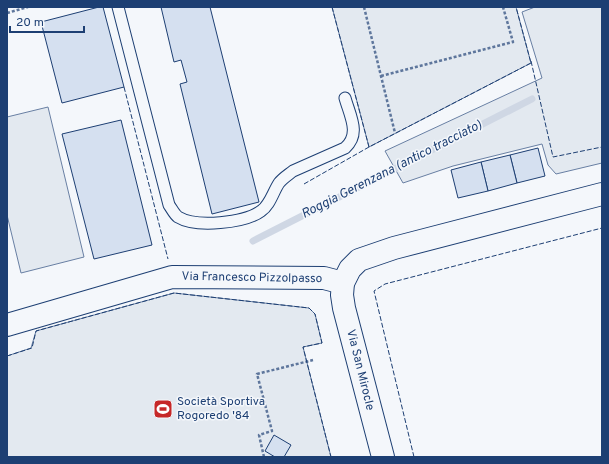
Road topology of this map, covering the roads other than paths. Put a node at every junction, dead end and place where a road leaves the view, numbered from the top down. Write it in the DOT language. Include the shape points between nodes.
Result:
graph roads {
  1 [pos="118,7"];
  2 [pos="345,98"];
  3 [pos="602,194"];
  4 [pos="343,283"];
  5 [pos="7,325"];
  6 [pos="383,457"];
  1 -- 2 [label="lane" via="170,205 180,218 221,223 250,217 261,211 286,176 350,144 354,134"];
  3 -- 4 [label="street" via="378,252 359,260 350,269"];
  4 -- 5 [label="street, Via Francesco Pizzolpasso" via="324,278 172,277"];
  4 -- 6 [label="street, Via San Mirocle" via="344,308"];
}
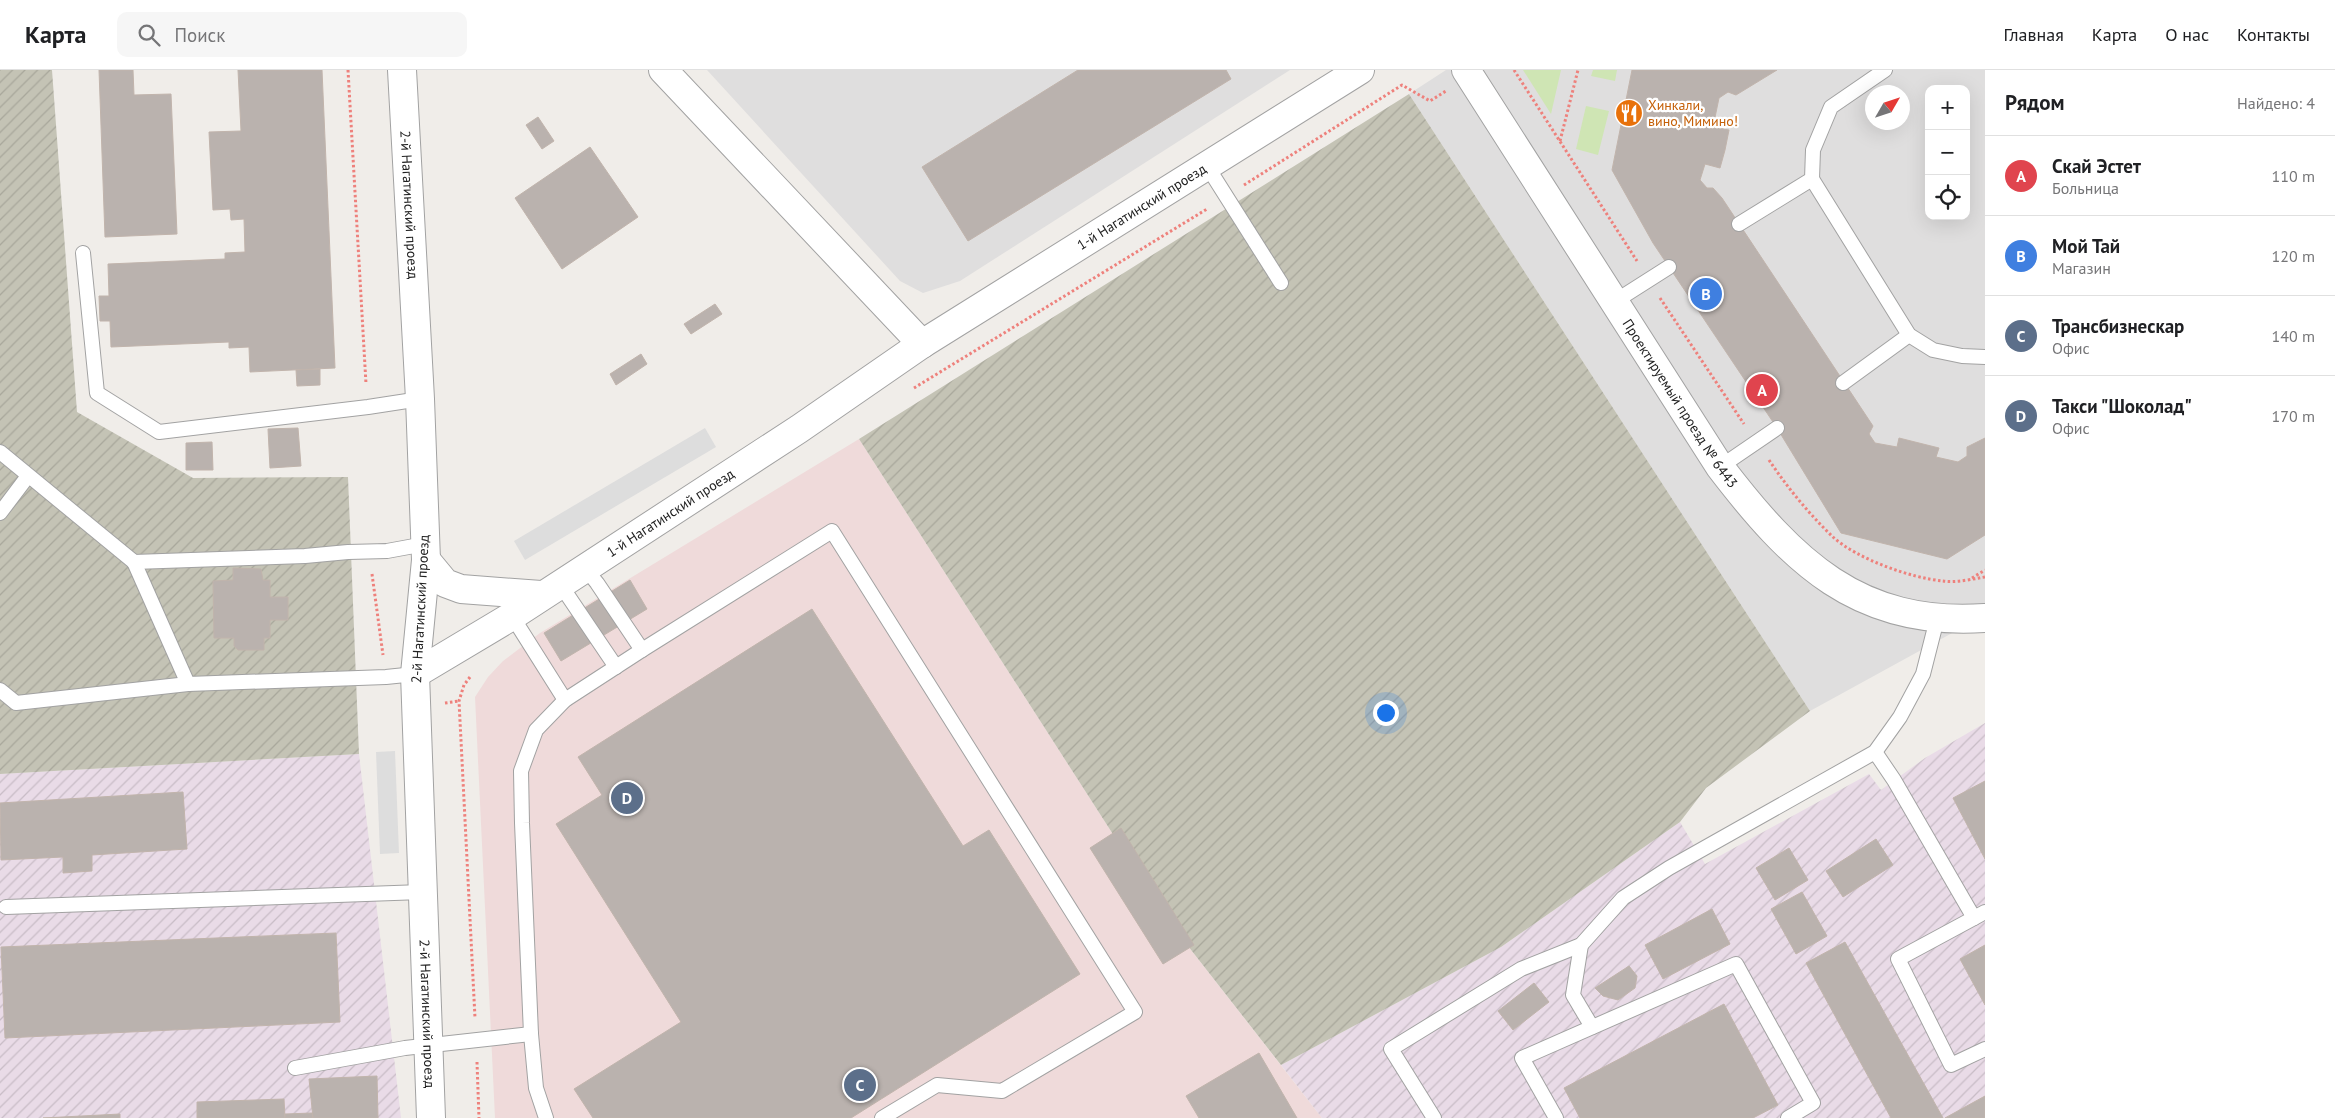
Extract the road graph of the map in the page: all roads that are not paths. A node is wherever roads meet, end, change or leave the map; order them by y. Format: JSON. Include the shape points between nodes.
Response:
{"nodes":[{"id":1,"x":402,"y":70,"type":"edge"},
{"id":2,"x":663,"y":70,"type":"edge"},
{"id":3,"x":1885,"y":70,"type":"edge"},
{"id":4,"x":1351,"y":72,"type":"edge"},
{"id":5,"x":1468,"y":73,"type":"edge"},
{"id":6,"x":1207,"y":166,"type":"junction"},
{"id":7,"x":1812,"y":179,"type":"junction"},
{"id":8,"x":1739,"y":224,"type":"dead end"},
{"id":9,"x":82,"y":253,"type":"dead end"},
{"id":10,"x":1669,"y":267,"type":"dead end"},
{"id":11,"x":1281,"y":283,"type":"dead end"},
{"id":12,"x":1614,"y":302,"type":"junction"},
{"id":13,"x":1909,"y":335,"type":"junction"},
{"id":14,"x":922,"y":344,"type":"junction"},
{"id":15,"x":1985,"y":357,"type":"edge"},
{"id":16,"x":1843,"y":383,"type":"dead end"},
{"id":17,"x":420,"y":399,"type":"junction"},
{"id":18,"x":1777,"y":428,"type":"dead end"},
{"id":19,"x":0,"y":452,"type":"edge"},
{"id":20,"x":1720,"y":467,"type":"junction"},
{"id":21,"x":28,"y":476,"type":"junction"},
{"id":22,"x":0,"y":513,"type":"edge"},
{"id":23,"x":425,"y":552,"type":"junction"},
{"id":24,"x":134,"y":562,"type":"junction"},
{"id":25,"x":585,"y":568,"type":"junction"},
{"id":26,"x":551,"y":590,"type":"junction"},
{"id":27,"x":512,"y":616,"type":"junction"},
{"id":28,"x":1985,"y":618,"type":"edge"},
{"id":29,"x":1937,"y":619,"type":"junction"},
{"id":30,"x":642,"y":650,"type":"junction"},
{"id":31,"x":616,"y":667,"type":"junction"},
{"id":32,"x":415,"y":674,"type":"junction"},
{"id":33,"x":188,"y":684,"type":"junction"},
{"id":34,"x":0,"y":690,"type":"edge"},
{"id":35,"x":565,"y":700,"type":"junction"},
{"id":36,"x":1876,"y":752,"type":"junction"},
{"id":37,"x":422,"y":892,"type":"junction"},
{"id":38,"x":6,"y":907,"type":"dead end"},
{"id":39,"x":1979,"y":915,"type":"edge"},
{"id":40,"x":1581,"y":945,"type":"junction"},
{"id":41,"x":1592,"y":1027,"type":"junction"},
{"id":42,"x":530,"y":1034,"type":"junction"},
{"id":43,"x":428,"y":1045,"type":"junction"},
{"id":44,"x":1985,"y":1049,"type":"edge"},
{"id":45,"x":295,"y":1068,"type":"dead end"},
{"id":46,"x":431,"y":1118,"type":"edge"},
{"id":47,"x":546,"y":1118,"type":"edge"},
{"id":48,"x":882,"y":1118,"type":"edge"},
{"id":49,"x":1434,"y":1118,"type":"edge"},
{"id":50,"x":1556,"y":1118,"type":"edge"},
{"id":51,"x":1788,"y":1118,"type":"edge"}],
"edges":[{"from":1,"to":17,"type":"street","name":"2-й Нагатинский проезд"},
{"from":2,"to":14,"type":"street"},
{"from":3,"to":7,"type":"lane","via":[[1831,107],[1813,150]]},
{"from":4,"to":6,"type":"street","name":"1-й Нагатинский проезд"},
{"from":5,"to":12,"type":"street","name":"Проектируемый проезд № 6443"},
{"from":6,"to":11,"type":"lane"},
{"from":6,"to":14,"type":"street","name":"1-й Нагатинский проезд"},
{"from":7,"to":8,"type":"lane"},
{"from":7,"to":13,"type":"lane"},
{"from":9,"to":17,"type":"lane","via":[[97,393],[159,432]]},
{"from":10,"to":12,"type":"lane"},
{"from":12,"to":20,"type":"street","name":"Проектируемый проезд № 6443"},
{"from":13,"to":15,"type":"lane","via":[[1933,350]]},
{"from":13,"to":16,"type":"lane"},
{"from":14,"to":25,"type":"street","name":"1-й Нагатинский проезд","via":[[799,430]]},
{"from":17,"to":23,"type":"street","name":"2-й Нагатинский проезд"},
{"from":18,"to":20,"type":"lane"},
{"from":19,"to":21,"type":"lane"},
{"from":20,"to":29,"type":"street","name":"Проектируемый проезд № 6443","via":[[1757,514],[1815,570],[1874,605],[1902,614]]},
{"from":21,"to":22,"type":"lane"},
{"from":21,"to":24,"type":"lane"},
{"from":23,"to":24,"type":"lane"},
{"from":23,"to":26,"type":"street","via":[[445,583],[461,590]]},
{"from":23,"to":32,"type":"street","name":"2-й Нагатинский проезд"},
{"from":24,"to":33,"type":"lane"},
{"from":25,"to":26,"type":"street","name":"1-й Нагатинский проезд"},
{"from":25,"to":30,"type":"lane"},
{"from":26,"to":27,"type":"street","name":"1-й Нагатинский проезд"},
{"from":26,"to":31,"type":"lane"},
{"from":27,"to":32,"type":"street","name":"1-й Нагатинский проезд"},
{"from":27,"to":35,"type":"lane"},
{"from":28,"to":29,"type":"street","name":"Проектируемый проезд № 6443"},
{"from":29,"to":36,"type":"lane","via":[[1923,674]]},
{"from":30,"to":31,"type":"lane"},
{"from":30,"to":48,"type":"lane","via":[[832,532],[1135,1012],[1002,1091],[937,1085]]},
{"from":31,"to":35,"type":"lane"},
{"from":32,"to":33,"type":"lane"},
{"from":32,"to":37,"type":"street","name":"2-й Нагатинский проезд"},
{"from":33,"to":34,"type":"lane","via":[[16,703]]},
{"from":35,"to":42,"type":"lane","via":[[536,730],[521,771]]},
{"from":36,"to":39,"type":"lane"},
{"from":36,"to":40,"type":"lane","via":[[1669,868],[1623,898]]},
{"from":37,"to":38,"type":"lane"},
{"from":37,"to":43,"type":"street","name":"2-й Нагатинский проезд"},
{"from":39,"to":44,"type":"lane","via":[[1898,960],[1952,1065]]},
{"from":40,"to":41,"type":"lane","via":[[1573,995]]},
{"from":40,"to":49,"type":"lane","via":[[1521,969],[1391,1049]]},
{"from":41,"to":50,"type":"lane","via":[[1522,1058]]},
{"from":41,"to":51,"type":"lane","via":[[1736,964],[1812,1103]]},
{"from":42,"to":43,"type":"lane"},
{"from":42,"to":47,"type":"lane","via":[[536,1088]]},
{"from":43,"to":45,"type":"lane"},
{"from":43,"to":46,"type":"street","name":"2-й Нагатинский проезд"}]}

• **WHAT THE TASK REQUIRES**
Line by line, give the material above again exactly, but without any pictures.

• **COMPLETED EXERCISE**
Road topology of this map, covering the roads other than paths. Put a node at every junction, dead end and place where a road leaves the view, numbered from the top down. Write it in the DOT language. Include the shape points between nodes.
Result:
graph roads {
  1 [pos="118,7"];
  2 [pos="345,98"];
  3 [pos="602,194"];
  4 [pos="343,283"];
  5 [pos="7,325"];
  6 [pos="383,457"];
  1 -- 2 [label="lane" via="170,205 180,218 221,223 250,217 261,211 286,176 350,144 354,134"];
  3 -- 4 [label="street" via="378,252 359,260 350,269"];
  4 -- 5 [label="street, Via Francesco Pizzolpasso" via="324,278 172,277"];
  4 -- 6 [label="street, Via San Mirocle" via="344,308"];
}
Extract the road graph of the map in the page: all roads that are not paths. A node is wherever roads meet, end, change or leave the map; order them by y. Format: JSON. Include the shape points between nodes.
Response:
{"nodes":[{"id":1,"x":402,"y":70,"type":"edge"},
{"id":2,"x":663,"y":70,"type":"edge"},
{"id":3,"x":1885,"y":70,"type":"edge"},
{"id":4,"x":1351,"y":72,"type":"edge"},
{"id":5,"x":1468,"y":73,"type":"edge"},
{"id":6,"x":1207,"y":166,"type":"junction"},
{"id":7,"x":1812,"y":179,"type":"junction"},
{"id":8,"x":1739,"y":224,"type":"dead end"},
{"id":9,"x":82,"y":253,"type":"dead end"},
{"id":10,"x":1669,"y":267,"type":"dead end"},
{"id":11,"x":1281,"y":283,"type":"dead end"},
{"id":12,"x":1614,"y":302,"type":"junction"},
{"id":13,"x":1909,"y":335,"type":"junction"},
{"id":14,"x":922,"y":344,"type":"junction"},
{"id":15,"x":1985,"y":357,"type":"edge"},
{"id":16,"x":1843,"y":383,"type":"dead end"},
{"id":17,"x":420,"y":399,"type":"junction"},
{"id":18,"x":1777,"y":428,"type":"dead end"},
{"id":19,"x":0,"y":452,"type":"edge"},
{"id":20,"x":1720,"y":467,"type":"junction"},
{"id":21,"x":28,"y":476,"type":"junction"},
{"id":22,"x":0,"y":513,"type":"edge"},
{"id":23,"x":425,"y":552,"type":"junction"},
{"id":24,"x":134,"y":562,"type":"junction"},
{"id":25,"x":585,"y":568,"type":"junction"},
{"id":26,"x":551,"y":590,"type":"junction"},
{"id":27,"x":512,"y":616,"type":"junction"},
{"id":28,"x":1985,"y":618,"type":"edge"},
{"id":29,"x":1937,"y":619,"type":"junction"},
{"id":30,"x":642,"y":650,"type":"junction"},
{"id":31,"x":616,"y":667,"type":"junction"},
{"id":32,"x":415,"y":674,"type":"junction"},
{"id":33,"x":188,"y":684,"type":"junction"},
{"id":34,"x":0,"y":690,"type":"edge"},
{"id":35,"x":565,"y":700,"type":"junction"},
{"id":36,"x":1876,"y":752,"type":"junction"},
{"id":37,"x":422,"y":892,"type":"junction"},
{"id":38,"x":6,"y":907,"type":"dead end"},
{"id":39,"x":1979,"y":915,"type":"edge"},
{"id":40,"x":1581,"y":945,"type":"junction"},
{"id":41,"x":1592,"y":1027,"type":"junction"},
{"id":42,"x":530,"y":1034,"type":"junction"},
{"id":43,"x":428,"y":1045,"type":"junction"},
{"id":44,"x":1985,"y":1049,"type":"edge"},
{"id":45,"x":295,"y":1068,"type":"dead end"},
{"id":46,"x":431,"y":1118,"type":"edge"},
{"id":47,"x":546,"y":1118,"type":"edge"},
{"id":48,"x":882,"y":1118,"type":"edge"},
{"id":49,"x":1434,"y":1118,"type":"edge"},
{"id":50,"x":1556,"y":1118,"type":"edge"},
{"id":51,"x":1788,"y":1118,"type":"edge"}],
"edges":[{"from":1,"to":17,"type":"street","name":"2-й Нагатинский проезд"},
{"from":2,"to":14,"type":"street"},
{"from":3,"to":7,"type":"lane","via":[[1831,107],[1813,150]]},
{"from":4,"to":6,"type":"street","name":"1-й Нагатинский проезд"},
{"from":5,"to":12,"type":"street","name":"Проектируемый проезд № 6443"},
{"from":6,"to":11,"type":"lane"},
{"from":6,"to":14,"type":"street","name":"1-й Нагатинский проезд"},
{"from":7,"to":8,"type":"lane"},
{"from":7,"to":13,"type":"lane"},
{"from":9,"to":17,"type":"lane","via":[[97,393],[159,432]]},
{"from":10,"to":12,"type":"lane"},
{"from":12,"to":20,"type":"street","name":"Проектируемый проезд № 6443"},
{"from":13,"to":15,"type":"lane","via":[[1933,350]]},
{"from":13,"to":16,"type":"lane"},
{"from":14,"to":25,"type":"street","name":"1-й Нагатинский проезд","via":[[799,430]]},
{"from":17,"to":23,"type":"street","name":"2-й Нагатинский проезд"},
{"from":18,"to":20,"type":"lane"},
{"from":19,"to":21,"type":"lane"},
{"from":20,"to":29,"type":"street","name":"Проектируемый проезд № 6443","via":[[1757,514],[1815,570],[1874,605],[1902,614]]},
{"from":21,"to":22,"type":"lane"},
{"from":21,"to":24,"type":"lane"},
{"from":23,"to":24,"type":"lane"},
{"from":23,"to":26,"type":"street","via":[[445,583],[461,590]]},
{"from":23,"to":32,"type":"street","name":"2-й Нагатинский проезд"},
{"from":24,"to":33,"type":"lane"},
{"from":25,"to":26,"type":"street","name":"1-й Нагатинский проезд"},
{"from":25,"to":30,"type":"lane"},
{"from":26,"to":27,"type":"street","name":"1-й Нагатинский проезд"},
{"from":26,"to":31,"type":"lane"},
{"from":27,"to":32,"type":"street","name":"1-й Нагатинский проезд"},
{"from":27,"to":35,"type":"lane"},
{"from":28,"to":29,"type":"street","name":"Проектируемый проезд № 6443"},
{"from":29,"to":36,"type":"lane","via":[[1923,674]]},
{"from":30,"to":31,"type":"lane"},
{"from":30,"to":48,"type":"lane","via":[[832,532],[1135,1012],[1002,1091],[937,1085]]},
{"from":31,"to":35,"type":"lane"},
{"from":32,"to":33,"type":"lane"},
{"from":32,"to":37,"type":"street","name":"2-й Нагатинский проезд"},
{"from":33,"to":34,"type":"lane","via":[[16,703]]},
{"from":35,"to":42,"type":"lane","via":[[536,730],[521,771]]},
{"from":36,"to":39,"type":"lane"},
{"from":36,"to":40,"type":"lane","via":[[1669,868],[1623,898]]},
{"from":37,"to":38,"type":"lane"},
{"from":37,"to":43,"type":"street","name":"2-й Нагатинский проезд"},
{"from":39,"to":44,"type":"lane","via":[[1898,960],[1952,1065]]},
{"from":40,"to":41,"type":"lane","via":[[1573,995]]},
{"from":40,"to":49,"type":"lane","via":[[1521,969],[1391,1049]]},
{"from":41,"to":50,"type":"lane","via":[[1522,1058]]},
{"from":41,"to":51,"type":"lane","via":[[1736,964],[1812,1103]]},
{"from":42,"to":43,"type":"lane"},
{"from":42,"to":47,"type":"lane","via":[[536,1088]]},
{"from":43,"to":45,"type":"lane"},
{"from":43,"to":46,"type":"street","name":"2-й Нагатинский проезд"}]}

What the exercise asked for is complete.